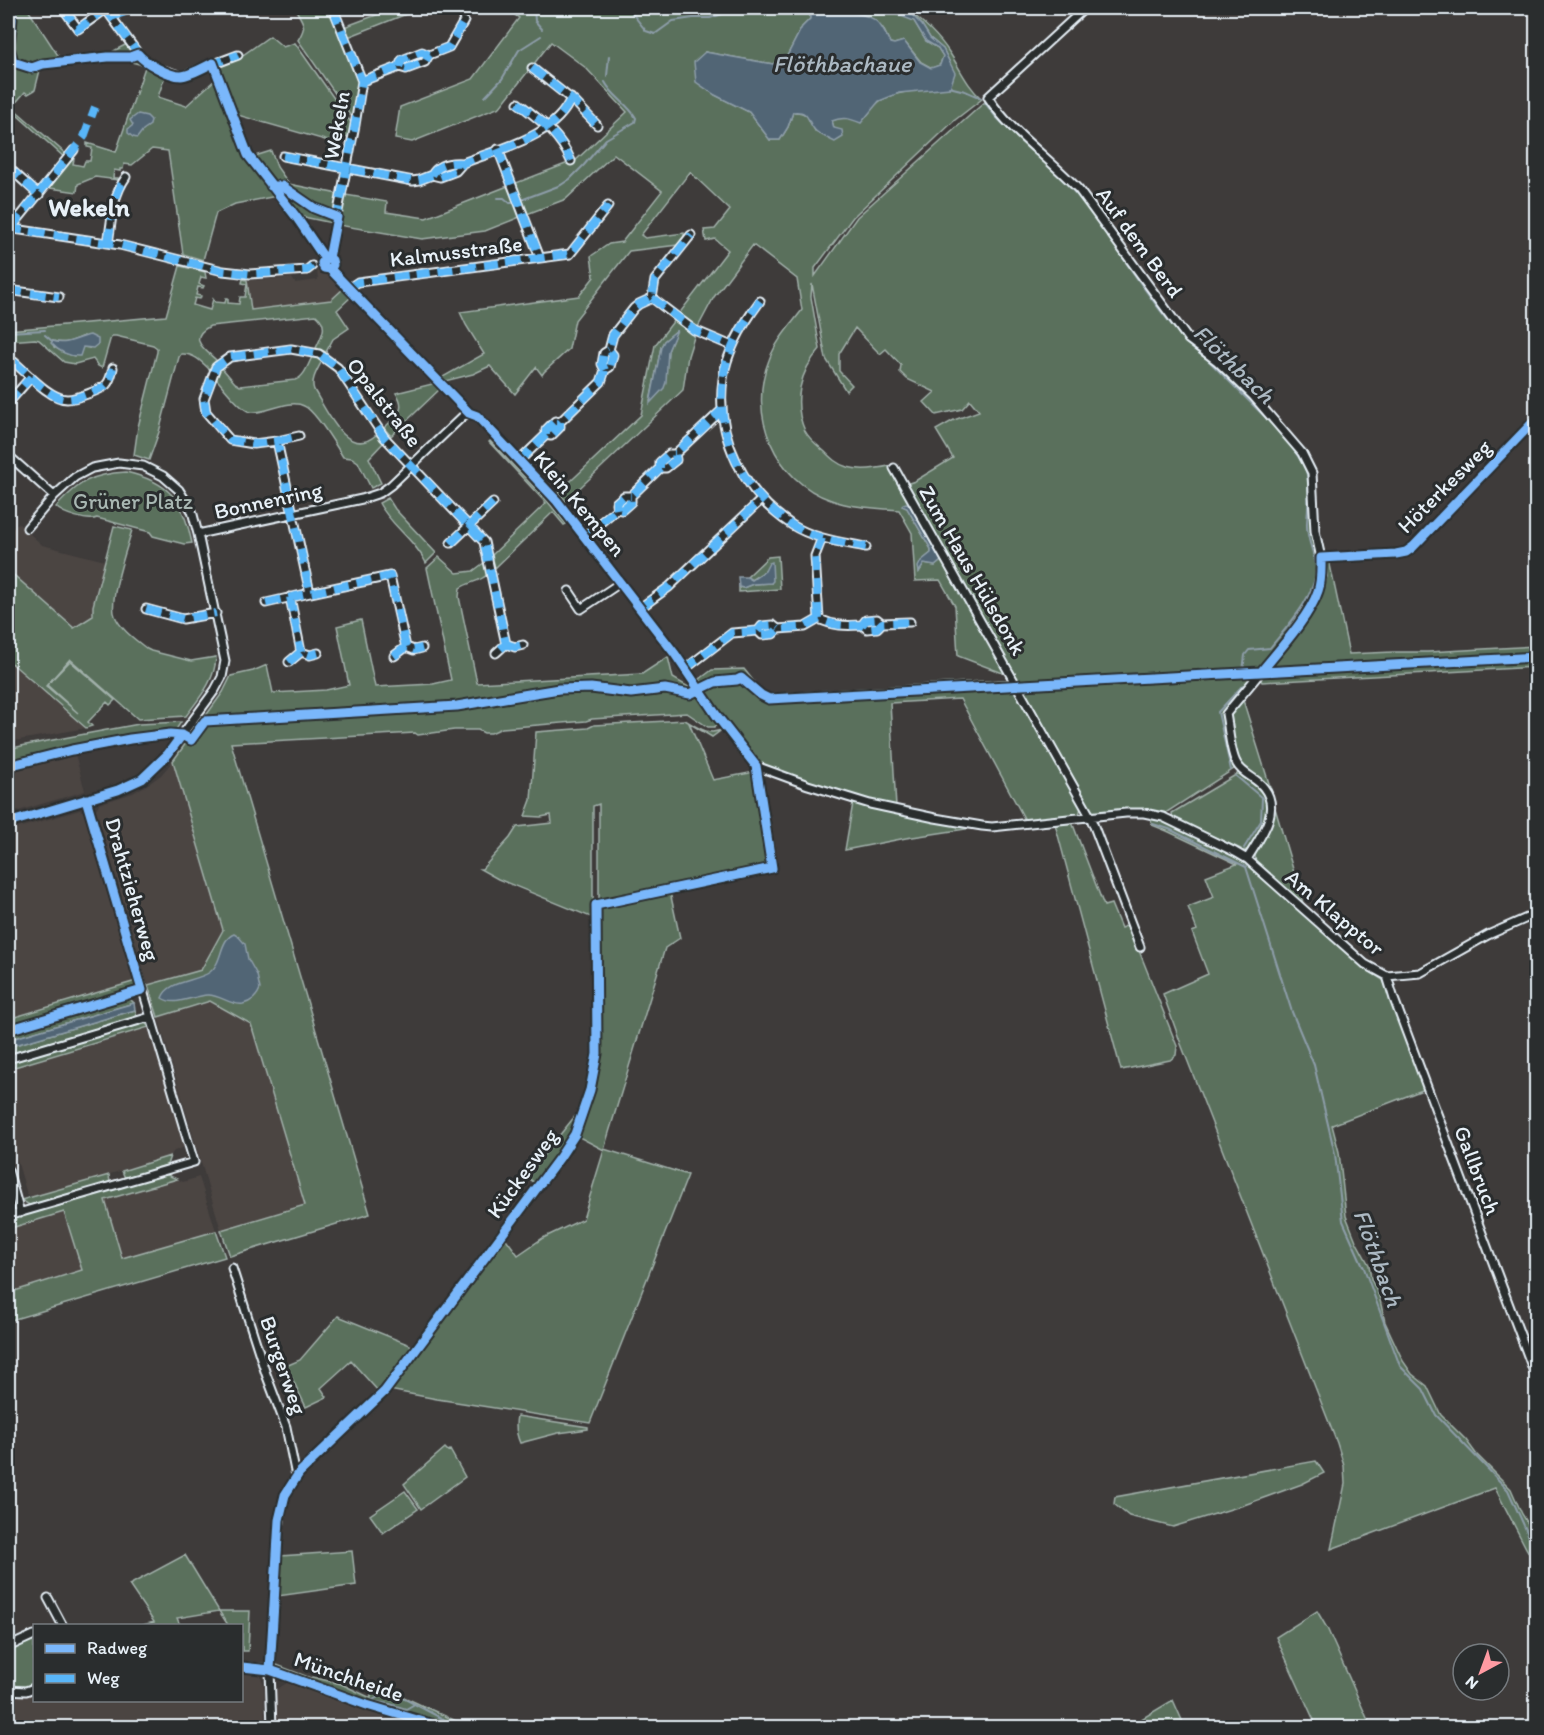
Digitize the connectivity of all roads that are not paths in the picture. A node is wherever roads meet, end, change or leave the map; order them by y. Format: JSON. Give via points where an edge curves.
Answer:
{"nodes":[{"id":1,"x":63,"y":8,"type":"edge"},
{"id":2,"x":106,"y":8,"type":"edge"},
{"id":3,"x":333,"y":8,"type":"edge"},
{"id":4,"x":1085,"y":8,"type":"edge"},
{"id":5,"x":464,"y":21,"type":"dead end"},
{"id":6,"x":238,"y":56,"type":"dead end"},
{"id":7,"x":213,"y":63,"type":"junction"},
{"id":8,"x":532,"y":68,"type":"dead end"},
{"id":9,"x":362,"y":81,"type":"junction"},
{"id":10,"x":571,"y":98,"type":"junction"},
{"id":11,"x":518,"y":103,"type":"dead end"},
{"id":12,"x":597,"y":125,"type":"dead end"},
{"id":13,"x":547,"y":127,"type":"junction"},
{"id":14,"x":498,"y":149,"type":"junction"},
{"id":15,"x":74,"y":150,"type":"dead end"},
{"id":16,"x":283,"y":156,"type":"dead end"},
{"id":17,"x":571,"y":161,"type":"dead end"},
{"id":18,"x":8,"y":167,"type":"edge"},
{"id":19,"x":347,"y":169,"type":"junction"},
{"id":20,"x":126,"y":177,"type":"dead end"},
{"id":21,"x":269,"y":183,"type":"dead end"},
{"id":22,"x":39,"y":195,"type":"junction"},
{"id":23,"x":608,"y":206,"type":"dead end"},
{"id":24,"x":9,"y":228,"type":"edge"},
{"id":25,"x":691,"y":236,"type":"dead end"},
{"id":26,"x":108,"y":243,"type":"junction"},
{"id":27,"x":330,"y":252,"type":"dead end"},
{"id":28,"x":540,"y":258,"type":"junction"},
{"id":29,"x":312,"y":266,"type":"dead end"},
{"id":30,"x":342,"y":282,"type":"dead end"},
{"id":31,"x":349,"y":288,"type":"junction"},
{"id":32,"x":8,"y":290,"type":"edge"},
{"id":33,"x":59,"y":297,"type":"dead end"},
{"id":34,"x":652,"y":298,"type":"junction"},
{"id":35,"x":760,"y":301,"type":"dead end"},
{"id":36,"x":732,"y":346,"type":"junction"},
{"id":37,"x":14,"y":362,"type":"dead end"},
{"id":38,"x":113,"y":368,"type":"dead end"},
{"id":39,"x":31,"y":377,"type":"junction"},
{"id":40,"x":8,"y":403,"type":"edge"},
{"id":41,"x":722,"y":410,"type":"junction"},
{"id":42,"x":469,"y":413,"type":"junction"},
{"id":43,"x":1536,"y":419,"type":"edge"},
{"id":44,"x":299,"y":436,"type":"dead end"},
{"id":45,"x":277,"y":441,"type":"junction"},
{"id":46,"x":8,"y":455,"type":"edge"},
{"id":47,"x":519,"y":461,"type":"junction"},
{"id":48,"x":412,"y":465,"type":"junction"},
{"id":49,"x":894,"y":468,"type":"dead end"},
{"id":50,"x":54,"y":496,"type":"junction"},
{"id":51,"x":761,"y":500,"type":"junction"},
{"id":52,"x":493,"y":503,"type":"dead end"},
{"id":53,"x":292,"y":513,"type":"junction"},
{"id":54,"x":469,"y":525,"type":"junction"},
{"id":55,"x":27,"y":528,"type":"dead end"},
{"id":56,"x":198,"y":534,"type":"junction"},
{"id":57,"x":584,"y":536,"type":"junction"},
{"id":58,"x":822,"y":538,"type":"junction"},
{"id":59,"x":451,"y":543,"type":"dead end"},
{"id":60,"x":866,"y":547,"type":"dead end"},
{"id":61,"x":1321,"y":558,"type":"junction"},
{"id":62,"x":620,"y":583,"type":"junction"},
{"id":63,"x":569,"y":591,"type":"dead end"},
{"id":64,"x":310,"y":593,"type":"junction"},
{"id":65,"x":290,"y":597,"type":"junction"},
{"id":66,"x":266,"y":603,"type":"dead end"},
{"id":67,"x":640,"y":608,"type":"junction"},
{"id":68,"x":146,"y":609,"type":"dead end"},
{"id":69,"x":216,"y":613,"type":"junction"},
{"id":70,"x":819,"y":619,"type":"junction"},
{"id":71,"x":910,"y":622,"type":"dead end"},
{"id":72,"x":506,"y":644,"type":"junction"},
{"id":73,"x":523,"y":645,"type":"dead end"},
{"id":74,"x":406,"y":646,"type":"junction"},
{"id":75,"x":422,"y":648,"type":"dead end"},
{"id":76,"x":301,"y":652,"type":"junction"},
{"id":77,"x":318,"y":653,"type":"dead end"},
{"id":78,"x":496,"y":653,"type":"dead end"},
{"id":79,"x":393,"y":656,"type":"dead end"},
{"id":80,"x":289,"y":662,"type":"dead end"},
{"id":81,"x":685,"y":669,"type":"junction"},
{"id":82,"x":756,"y":766,"type":"junction"},
{"id":83,"x":86,"y":799,"type":"junction"},
{"id":84,"x":1090,"y":816,"type":"junction"},
{"id":85,"x":8,"y":823,"type":"edge"},
{"id":86,"x":1247,"y":859,"type":"junction"},
{"id":87,"x":1536,"y":914,"type":"edge"},
{"id":88,"x":1140,"y":947,"type":"dead end"},
{"id":89,"x":1386,"y":976,"type":"junction"},
{"id":90,"x":142,"y":990,"type":"junction"},
{"id":91,"x":150,"y":1017,"type":"junction"},
{"id":92,"x":8,"y":1030,"type":"edge"},
{"id":93,"x":8,"y":1059,"type":"edge"},
{"id":94,"x":8,"y":1170,"type":"edge"},
{"id":95,"x":20,"y":1213,"type":"junction"},
{"id":96,"x":8,"y":1216,"type":"edge"},
{"id":97,"x":232,"y":1268,"type":"dead end"},
{"id":98,"x":1536,"y":1377,"type":"edge"},
{"id":99,"x":296,"y":1476,"type":"junction"},
{"id":100,"x":48,"y":1598,"type":"dead end"},
{"id":101,"x":60,"y":1624,"type":"edge"},
{"id":102,"x":33,"y":1635,"type":"edge"},
{"id":103,"x":8,"y":1647,"type":"edge"},
{"id":104,"x":243,"y":1667,"type":"edge"},
{"id":105,"x":270,"y":1670,"type":"junction"},
{"id":106,"x":33,"y":1688,"type":"edge"},
{"id":107,"x":8,"y":1690,"type":"edge"},
{"id":108,"x":272,"y":1728,"type":"edge"},
{"id":109,"x":444,"y":1728,"type":"edge"}],
"edges":[{"from":1,"to":2,"type":"street","via":[[78,29]]},
{"from":2,"to":7,"type":"street","via":[[142,59],[157,68],[182,76]]},
{"from":3,"to":9,"type":"street","name":"Wekeln"},
{"from":4,"to":61,"type":"street","name":"Auf dem Berd","via":[[988,97],[1005,119],[1080,190],[1188,339],[1253,396],[1302,453],[1312,473],[1315,531]]},
{"from":5,"to":9,"type":"street","via":[[449,47],[429,55],[422,52],[402,60],[399,67]]},
{"from":6,"to":7,"type":"street"},
{"from":7,"to":21,"type":"street","via":[[248,155]]},
{"from":8,"to":10,"type":"street"},
{"from":9,"to":19,"type":"street","name":"Wekeln"},
{"from":10,"to":12,"type":"street"},
{"from":10,"to":13,"type":"street","via":[[567,108]]},
{"from":11,"to":13,"type":"street"},
{"from":13,"to":14,"type":"street"},
{"from":13,"to":17,"type":"street","via":[[563,143]]},
{"from":14,"to":19,"type":"street","via":[[463,163],[453,162],[417,181]]},
{"from":14,"to":28,"type":"street"},
{"from":15,"to":22,"type":"street"},
{"from":16,"to":19,"type":"street"},
{"from":18,"to":22,"type":"street"},
{"from":19,"to":27,"type":"street","name":"Wekeln"},
{"from":20,"to":26,"type":"street","via":[[115,198]]},
{"from":22,"to":24,"type":"street"},
{"from":23,"to":28,"type":"street","name":"Kalmusstraße","via":[[570,254]]},
{"from":24,"to":26,"type":"street"},
{"from":25,"to":34,"type":"street","via":[[656,280]]},
{"from":26,"to":29,"type":"street","via":[[240,273],[307,270]]},
{"from":28,"to":31,"type":"street","name":"Kalmusstraße","via":[[358,282]]},
{"from":30,"to":31,"type":"street"},
{"from":31,"to":42,"type":"street","name":"Klein Kempen"},
{"from":32,"to":33,"type":"street"},
{"from":34,"to":36,"type":"street","via":[[694,330]]},
{"from":34,"to":47,"type":"street","via":[[634,308],[613,335],[610,367],[601,382],[551,436],[546,435]]},
{"from":35,"to":36,"type":"street"},
{"from":36,"to":41,"type":"street","via":[[723,378]]},
{"from":37,"to":39,"type":"street"},
{"from":38,"to":39,"type":"street","via":[[106,387],[77,398],[53,395]]},
{"from":39,"to":40,"type":"street"},
{"from":41,"to":51,"type":"street","via":[[727,440],[743,475]]},
{"from":41,"to":57,"type":"street","via":[[675,454],[676,460],[660,468],[631,496],[631,502]]},
{"from":42,"to":47,"type":"street","name":"Klein Kempen","via":[[477,416]]},
{"from":42,"to":48,"type":"street","name":"Bonnenring"},
{"from":43,"to":61,"type":"street","name":"Höterkesweg","via":[[1406,552]]},
{"from":44,"to":45,"type":"street","name":"Opalstraße"},
{"from":45,"to":48,"type":"street","name":"Opalstraße","via":[[254,444],[230,440],[206,412],[204,399],[216,367],[230,357],[291,349],[319,354],[338,368],[384,436]]},
{"from":45,"to":53,"type":"street"},
{"from":46,"to":50,"type":"street"},
{"from":47,"to":57,"type":"street","name":"Klein Kempen"},
{"from":48,"to":53,"type":"street","name":"Bonnenring","via":[[380,493]]},
{"from":48,"to":54,"type":"street","name":"Opalstraße"},
{"from":49,"to":84,"type":"street","name":"Zum Haus Hülsdonk"},
{"from":50,"to":55,"type":"street","name":"Bonnenring"},
{"from":50,"to":56,"type":"street","name":"Bonnenring","via":[[92,468],[119,462],[139,465],[163,476],[179,490],[192,511]]},
{"from":51,"to":58,"type":"street","via":[[792,525]]},
{"from":51,"to":67,"type":"street","via":[[669,587]]},
{"from":52,"to":54,"type":"street"},
{"from":53,"to":56,"type":"street","name":"Bonnenring"},
{"from":53,"to":64,"type":"street"},
{"from":54,"to":59,"type":"street"},
{"from":54,"to":72,"type":"street","name":"Opalstraße","via":[[484,542]]},
{"from":56,"to":69,"type":"street"},
{"from":57,"to":62,"type":"street","name":"Klein Kempen"},
{"from":58,"to":60,"type":"street"},
{"from":58,"to":70,"type":"street","via":[[815,556]]},
{"from":61,"to":86,"type":"street","via":[[1322,576],[1312,605],[1226,714],[1235,761],[1264,788],[1271,802],[1269,821]]},
{"from":62,"to":63,"type":"street","name":"Klein Kempen","via":[[581,609]]},
{"from":62,"to":67,"type":"street","name":"Klein Kempen"},
{"from":64,"to":65,"type":"street"},
{"from":64,"to":74,"type":"street","via":[[390,576]]},
{"from":65,"to":66,"type":"street"},
{"from":65,"to":76,"type":"street"},
{"from":67,"to":81,"type":"street","name":"Klein Kempen"},
{"from":68,"to":69,"type":"street","via":[[183,619]]},
{"from":69,"to":83,"type":"street","via":[[225,662],[215,690],[168,754],[142,779]]},
{"from":70,"to":71,"type":"street","via":[[867,629],[882,623]]},
{"from":70,"to":81,"type":"street","via":[[805,627],[778,629],[773,634],[732,633]]},
{"from":72,"to":73,"type":"street"},
{"from":72,"to":78,"type":"street"},
{"from":74,"to":75,"type":"street"},
{"from":74,"to":79,"type":"street"},
{"from":76,"to":77,"type":"street"},
{"from":76,"to":80,"type":"street"},
{"from":81,"to":82,"type":"street","name":"Klein Kempen"},
{"from":82,"to":84,"type":"street","via":[[870,804],[975,826]]},
{"from":82,"to":99,"type":"street","name":"Kückesweg","via":[[772,868],[596,905],[597,1054],[575,1134],[385,1392]]},
{"from":83,"to":85,"type":"street"},
{"from":83,"to":90,"type":"street","name":"Drahtzieherweg"},
{"from":84,"to":86,"type":"street","via":[[1137,812],[1157,815]]},
{"from":84,"to":88,"type":"street"},
{"from":86,"to":89,"type":"street","name":"Am Klapptor","via":[[1365,964]]},
{"from":87,"to":89,"type":"street","name":"Am Klapptor","via":[[1488,935],[1420,973]]},
{"from":89,"to":98,"type":"street","name":"Gallbruch"},
{"from":90,"to":91,"type":"street","name":"Drahtzieherweg"},
{"from":90,"to":92,"type":"street"},
{"from":91,"to":93,"type":"street"},
{"from":91,"to":95,"type":"street","name":"Drahtzieherweg","via":[[194,1162]]},
{"from":94,"to":95,"type":"street"},
{"from":95,"to":96,"type":"street"},
{"from":97,"to":99,"type":"street","name":"Burgerweg","via":[[286,1427]]},
{"from":99,"to":105,"type":"street","name":"Kückesweg","via":[[285,1495],[279,1520]]},
{"from":100,"to":101,"type":"street"},
{"from":102,"to":103,"type":"street"},
{"from":104,"to":105,"type":"street","name":"Münchheide"},
{"from":105,"to":108,"type":"street","name":"Kückesweg"},
{"from":105,"to":109,"type":"street","name":"Münchheide","via":[[367,1706]]},
{"from":106,"to":107,"type":"street"}]}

★ ★ ★ ★ ★ ★ ★

■ **GOAL OF THE EXERCISE**
Which lines hold the word "Opalstraße"? Return all of them from the records above.

■ **EXERCISE OUTPUT**
{"from":44,"to":45,"type":"street","name":"Opalstraße"},
{"from":45,"to":48,"type":"street","name":"Opalstraße","via":[[254,444],[230,440],[206,412],[204,399],[216,367],[230,357],[291,349],[319,354],[338,368],[384,436]]},
{"from":48,"to":54,"type":"street","name":"Opalstraße"},
{"from":54,"to":72,"type":"street","name":"Opalstraße","via":[[484,542]]},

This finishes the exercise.